Benefits of increased carbon dioxide:
- More blood to your brain and heart (vasodilation)
- More oxygen can enter your body via your lungs (bronchodilation)
- Increased energy levels (up to 18 times as much) due to increased oxygen uptake into your cells
- Stress reduction due to the calming effect on your nervous system
- Increased digestion of food by stimulating hydrochloric acid levels
- Reduced appetite for heavy, processed and acidic foods that cause weight problems
Another type of breathing exercise that I wish to share with you here is breathing for increasing energy. This type of breathing is designed to increase the amount of oxygen entering your cells. In these four breathing exercises the trick is to breathe as little as you comfortably can in order to build up carbon dioxide.

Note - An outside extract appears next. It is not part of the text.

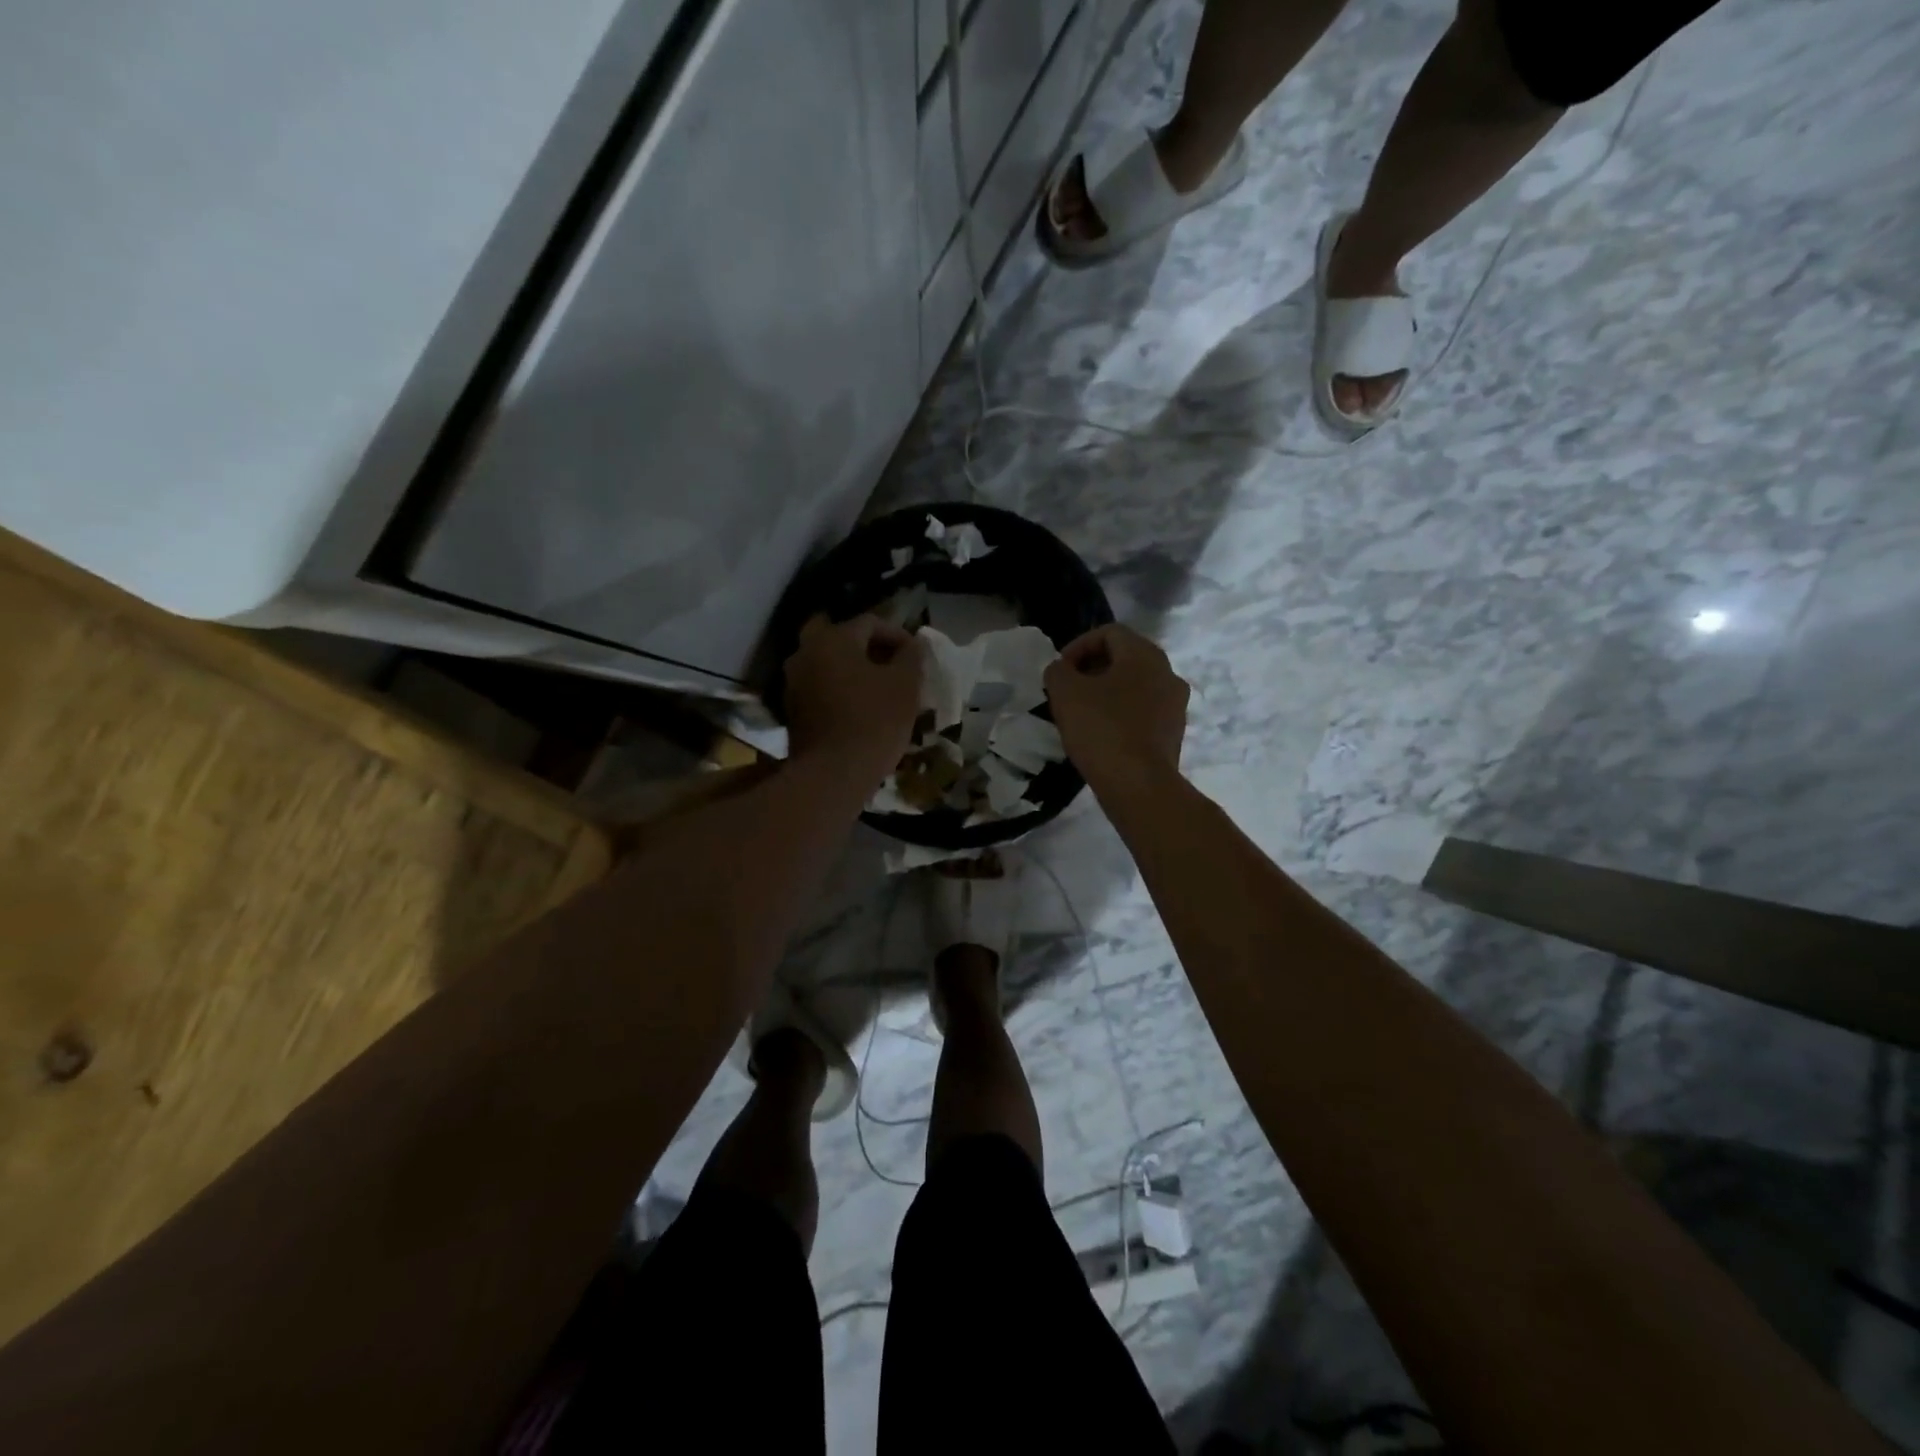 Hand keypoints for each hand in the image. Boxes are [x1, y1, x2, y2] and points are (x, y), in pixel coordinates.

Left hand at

Carbon dioxide has the important role in your body of being able to signal the red blood cells to give the oxgen they carry to your body cells. If there is not enough carbon dioxide in your body then red blood cells tend to retain their oxygen and not release it into your cells. This is called the Bohr-effect. When you get oxygen into your cells you have the possibility of making 18 times as much energy for every glucose molecule of ‘fuel’ you ‘burn’.
The four simplest breathing exercises (apart from relaxed natural breathing) are as follows:
- Inhalation emphasis breathing: make a really long slow inhale and then a short natural breath out.
- Inhalation retention emphasis breathing: Make a gentle full breath in, and then hold your breath in as long as you comfortably can, and then a short natural breath out.
- Exhalation emphasis breathing: Make a gentle full breath in, and then breathe out as slowly as possible for as long as it is comfortably possible.
- Exhalation retention emphasis breathing: Make a gentle full breath in over 3-5 seconds, then a short full breath out about the same length, and then hold your breath out as long as you comfortably can.
You should stay as relaxed as possible in all these exercises and never force them. Whenever you need to breathe, simply take a few natural relaxed breaths.